Ash up to 3 metres deep was deposited over the entire town imposing severe live loads to structures, smothering roads and services, and blocking stormwater drainage. The ash was able adhere to steep surfaces greater than 45 degrees as the initial ashfalls were wet. Subsequent layers bonded to this initial layer and also became saturated due to incessant rain. Some roof structures were exposed to ash loads of up to 5.4 kN/sq.m. Consequently, the immense ashfall loads caused most of the initial wide spread damage.Mudflows and Flash Floods.
The volcanic eruption generated its own micro-climate as a result of the thick ash plumes reaching a height of 5km. This caused constant torrential rain for weeks after the initial eruption. The steep slopes of the caldera wall and the high intensity rainfall resulted in mudflows and flash flooding throughout most of the town. The drainage system had already been inundated with ash and debris, therefore the mudflows and flash floods travelled in an indiscriminate manner and caused significant damage to infrastructure and property.Mudfills.
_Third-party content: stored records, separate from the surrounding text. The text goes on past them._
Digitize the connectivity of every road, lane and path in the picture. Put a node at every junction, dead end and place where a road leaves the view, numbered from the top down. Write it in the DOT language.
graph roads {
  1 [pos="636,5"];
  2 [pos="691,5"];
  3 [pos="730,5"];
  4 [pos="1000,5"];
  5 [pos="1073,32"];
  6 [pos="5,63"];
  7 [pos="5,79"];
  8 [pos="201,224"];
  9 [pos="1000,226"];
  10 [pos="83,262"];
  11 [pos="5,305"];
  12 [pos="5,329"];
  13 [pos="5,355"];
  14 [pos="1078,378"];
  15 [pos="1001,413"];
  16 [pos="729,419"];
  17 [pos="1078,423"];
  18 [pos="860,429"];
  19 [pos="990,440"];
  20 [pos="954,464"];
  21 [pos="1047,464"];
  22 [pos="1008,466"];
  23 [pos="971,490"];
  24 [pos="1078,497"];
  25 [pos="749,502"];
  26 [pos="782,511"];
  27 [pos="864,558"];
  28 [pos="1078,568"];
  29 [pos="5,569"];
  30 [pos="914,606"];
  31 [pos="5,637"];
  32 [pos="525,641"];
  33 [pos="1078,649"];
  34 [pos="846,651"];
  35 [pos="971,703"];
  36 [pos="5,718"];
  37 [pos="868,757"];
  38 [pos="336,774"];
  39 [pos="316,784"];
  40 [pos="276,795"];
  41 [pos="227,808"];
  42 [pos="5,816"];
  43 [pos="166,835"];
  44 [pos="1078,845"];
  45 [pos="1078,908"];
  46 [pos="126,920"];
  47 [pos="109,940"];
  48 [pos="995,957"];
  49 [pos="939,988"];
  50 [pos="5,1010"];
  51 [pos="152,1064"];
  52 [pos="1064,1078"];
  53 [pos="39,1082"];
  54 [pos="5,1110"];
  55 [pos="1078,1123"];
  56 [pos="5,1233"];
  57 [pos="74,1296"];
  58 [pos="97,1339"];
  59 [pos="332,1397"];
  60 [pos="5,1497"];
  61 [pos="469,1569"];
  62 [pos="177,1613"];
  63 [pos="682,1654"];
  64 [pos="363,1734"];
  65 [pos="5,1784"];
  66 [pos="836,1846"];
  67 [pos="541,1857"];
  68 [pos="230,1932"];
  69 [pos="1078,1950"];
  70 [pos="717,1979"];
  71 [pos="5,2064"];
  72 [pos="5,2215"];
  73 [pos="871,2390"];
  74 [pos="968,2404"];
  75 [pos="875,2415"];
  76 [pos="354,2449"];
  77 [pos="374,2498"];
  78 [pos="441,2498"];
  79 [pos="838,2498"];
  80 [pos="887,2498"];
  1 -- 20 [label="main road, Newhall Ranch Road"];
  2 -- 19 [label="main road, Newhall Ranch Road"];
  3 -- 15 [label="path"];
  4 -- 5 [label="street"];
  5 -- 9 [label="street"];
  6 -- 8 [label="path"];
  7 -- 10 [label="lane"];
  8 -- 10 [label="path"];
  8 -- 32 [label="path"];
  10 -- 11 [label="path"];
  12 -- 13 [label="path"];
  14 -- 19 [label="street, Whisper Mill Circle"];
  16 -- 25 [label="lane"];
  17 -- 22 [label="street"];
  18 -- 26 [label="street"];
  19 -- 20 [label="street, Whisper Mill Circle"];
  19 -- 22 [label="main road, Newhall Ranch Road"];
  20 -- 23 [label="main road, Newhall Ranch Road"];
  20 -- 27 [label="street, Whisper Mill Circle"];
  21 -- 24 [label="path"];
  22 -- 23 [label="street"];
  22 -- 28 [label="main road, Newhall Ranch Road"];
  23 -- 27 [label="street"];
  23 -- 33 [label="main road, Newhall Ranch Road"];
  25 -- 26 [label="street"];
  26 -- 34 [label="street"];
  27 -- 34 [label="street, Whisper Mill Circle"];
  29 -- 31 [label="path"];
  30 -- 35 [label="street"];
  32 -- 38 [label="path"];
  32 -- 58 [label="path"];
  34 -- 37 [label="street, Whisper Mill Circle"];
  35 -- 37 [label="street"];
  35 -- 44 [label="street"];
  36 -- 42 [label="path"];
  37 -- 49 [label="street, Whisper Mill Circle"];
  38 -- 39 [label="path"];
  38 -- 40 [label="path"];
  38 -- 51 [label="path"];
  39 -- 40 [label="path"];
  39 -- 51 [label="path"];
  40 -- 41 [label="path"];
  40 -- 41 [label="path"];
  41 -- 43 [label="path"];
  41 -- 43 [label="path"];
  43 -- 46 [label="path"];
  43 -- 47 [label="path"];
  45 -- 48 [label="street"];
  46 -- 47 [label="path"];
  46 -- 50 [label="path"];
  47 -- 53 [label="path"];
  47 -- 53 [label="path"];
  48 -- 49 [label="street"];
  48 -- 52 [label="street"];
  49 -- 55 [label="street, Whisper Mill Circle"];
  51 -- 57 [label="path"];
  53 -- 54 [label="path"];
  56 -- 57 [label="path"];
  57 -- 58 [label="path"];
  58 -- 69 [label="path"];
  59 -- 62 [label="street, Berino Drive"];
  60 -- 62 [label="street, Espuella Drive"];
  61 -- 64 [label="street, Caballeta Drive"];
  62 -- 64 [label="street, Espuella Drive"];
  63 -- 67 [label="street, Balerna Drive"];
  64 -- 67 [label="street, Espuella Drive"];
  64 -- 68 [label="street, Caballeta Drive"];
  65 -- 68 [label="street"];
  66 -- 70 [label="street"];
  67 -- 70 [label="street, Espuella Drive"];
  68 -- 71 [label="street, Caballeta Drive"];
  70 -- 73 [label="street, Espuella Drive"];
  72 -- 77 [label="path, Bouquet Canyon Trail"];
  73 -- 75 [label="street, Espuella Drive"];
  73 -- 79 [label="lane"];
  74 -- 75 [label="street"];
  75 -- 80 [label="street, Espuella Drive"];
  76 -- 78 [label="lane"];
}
Initial ashfalls were saturated, fine-grained material. Under the weight of subsequent layers of ash, this initial layer flowed into confined spaces such as locked rooms, stormwater pipes and telecommunication junction pits. Depths up to 300mm were reported and, once the mudfills dried and hardened, proved extremely difficult to excavate.Earthquakes
. The seismic activity that triggered and accompanied the volcanic eruption was of intensities up to 7 or 8 on the Modified Mercalli (MM) scale. Whilst little damage was caused by the initial earthquakes, it will be shown later that, subsequent seismic events contributed to wide spread damage.Tsunamis
. The eruption and pyroclastic flow from Vulcan generated a 2-3m tsunami and which reached up to 200m inland. Compared to other events, little damage was caused by this.Corrosion
. Volcanic ash contains compounds including sulphur and chlorides that can be highly corrosive. Corrosion of all types of metals, including aluminium alloys and zinc, started immediately and accelerated rates of corrosion continue today.Pyroclastic Flow
. A pyroclastic flow was generated by the sudden, massive eruption of Vulcan. Such a flow is produced by super-heated ash and gas falling down the tall volcanic column and rushing along at ground level at hundreds of kilometers per hour. Pyroclastic flow is considered the most dangerous volcanic hazard to life and property. Fortunately the pyroclastic flow produced by Vulcan was of low intensity and Rabaul Town was not seriously affected. However, the pyroclastic flow destroyed some buildings around Vulcan and a tsunami was also produced.Future Hazards
. The Rabaul Volcanological Observatory has predicted that there will be another eruption. The magnitude, the source(s) of the eruption, and when it will occur are essentially unknown. In a combined approach with the Observatory, Professor Russell Blong (Risk Advisor) was able to establish that based upon a limited documented history, it is expected that there will be another eruption within 40 years of the 1994 eruption and its magnitude will be less than or similar in size.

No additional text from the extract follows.